Entries supplied Block Start

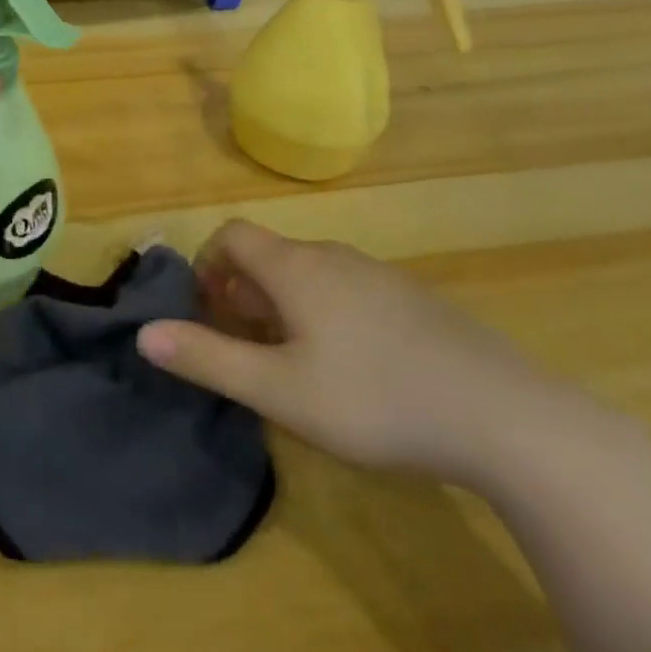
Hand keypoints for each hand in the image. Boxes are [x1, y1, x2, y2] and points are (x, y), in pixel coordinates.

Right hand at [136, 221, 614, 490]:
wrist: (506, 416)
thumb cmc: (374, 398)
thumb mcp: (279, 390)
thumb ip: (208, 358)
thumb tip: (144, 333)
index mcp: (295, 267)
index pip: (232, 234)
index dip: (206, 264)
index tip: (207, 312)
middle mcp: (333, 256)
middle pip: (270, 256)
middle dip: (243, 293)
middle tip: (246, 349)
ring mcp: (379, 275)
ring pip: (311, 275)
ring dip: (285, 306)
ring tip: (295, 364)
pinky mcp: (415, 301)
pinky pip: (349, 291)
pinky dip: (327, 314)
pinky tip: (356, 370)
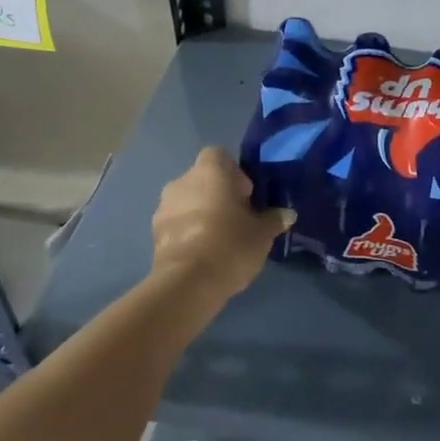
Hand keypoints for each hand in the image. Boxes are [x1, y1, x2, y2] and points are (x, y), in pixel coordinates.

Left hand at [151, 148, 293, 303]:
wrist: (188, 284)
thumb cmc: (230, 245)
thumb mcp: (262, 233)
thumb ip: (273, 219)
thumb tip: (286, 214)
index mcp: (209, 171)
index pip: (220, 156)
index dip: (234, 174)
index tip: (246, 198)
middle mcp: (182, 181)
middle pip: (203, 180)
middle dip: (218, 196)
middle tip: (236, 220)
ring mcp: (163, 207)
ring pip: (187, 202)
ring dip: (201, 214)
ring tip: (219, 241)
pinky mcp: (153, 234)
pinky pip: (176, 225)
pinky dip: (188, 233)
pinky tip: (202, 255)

Entries supplied Block End

Transcribe all of the records above character for character. Exclude the pictures.

Response to the exercise ->
Hand keypoints for each hand in the image. Boxes are [x1, y1, x2, y2] and points are (x, y), in pixel coordinates.

Right hand at [136, 221, 614, 490]:
wrist: (506, 416)
thumb cmc: (374, 398)
thumb mcp: (279, 390)
thumb ip: (208, 358)
thumb tip: (144, 333)
index mcp: (295, 267)
index pip: (232, 234)
index dip: (206, 264)
index tip: (207, 312)
middle mcp: (333, 256)
middle pip: (270, 256)
middle dip: (243, 293)
middle tip: (246, 349)
ring mcp: (379, 275)
ring pip: (311, 275)
ring dip: (285, 306)
ring tip: (295, 364)
pinky mcp: (415, 301)
pinky pip: (349, 291)
pinky dip: (327, 314)
pinky tip: (356, 370)
Hand keypoints for each hand in the image. Boxes are [x1, y1, x2, y2] and points are (x, y), in pixel coordinates.

Left hand at [151, 148, 293, 303]:
wrist: (188, 284)
thumb cmc: (230, 245)
thumb mcp: (262, 233)
thumb ip: (273, 219)
thumb tip: (286, 214)
index mcp: (209, 171)
index pip: (220, 156)
index dip: (234, 174)
index tip: (246, 198)
middle mcp: (182, 181)
middle pip: (203, 180)
middle dip: (218, 196)
middle tip: (236, 220)
ring mcp: (163, 207)
ring pip: (187, 202)
ring dip: (201, 214)
ring tip: (219, 241)
pinky mcp: (153, 234)
pinky pip: (176, 225)
pinky dip: (188, 233)
pinky tip: (202, 255)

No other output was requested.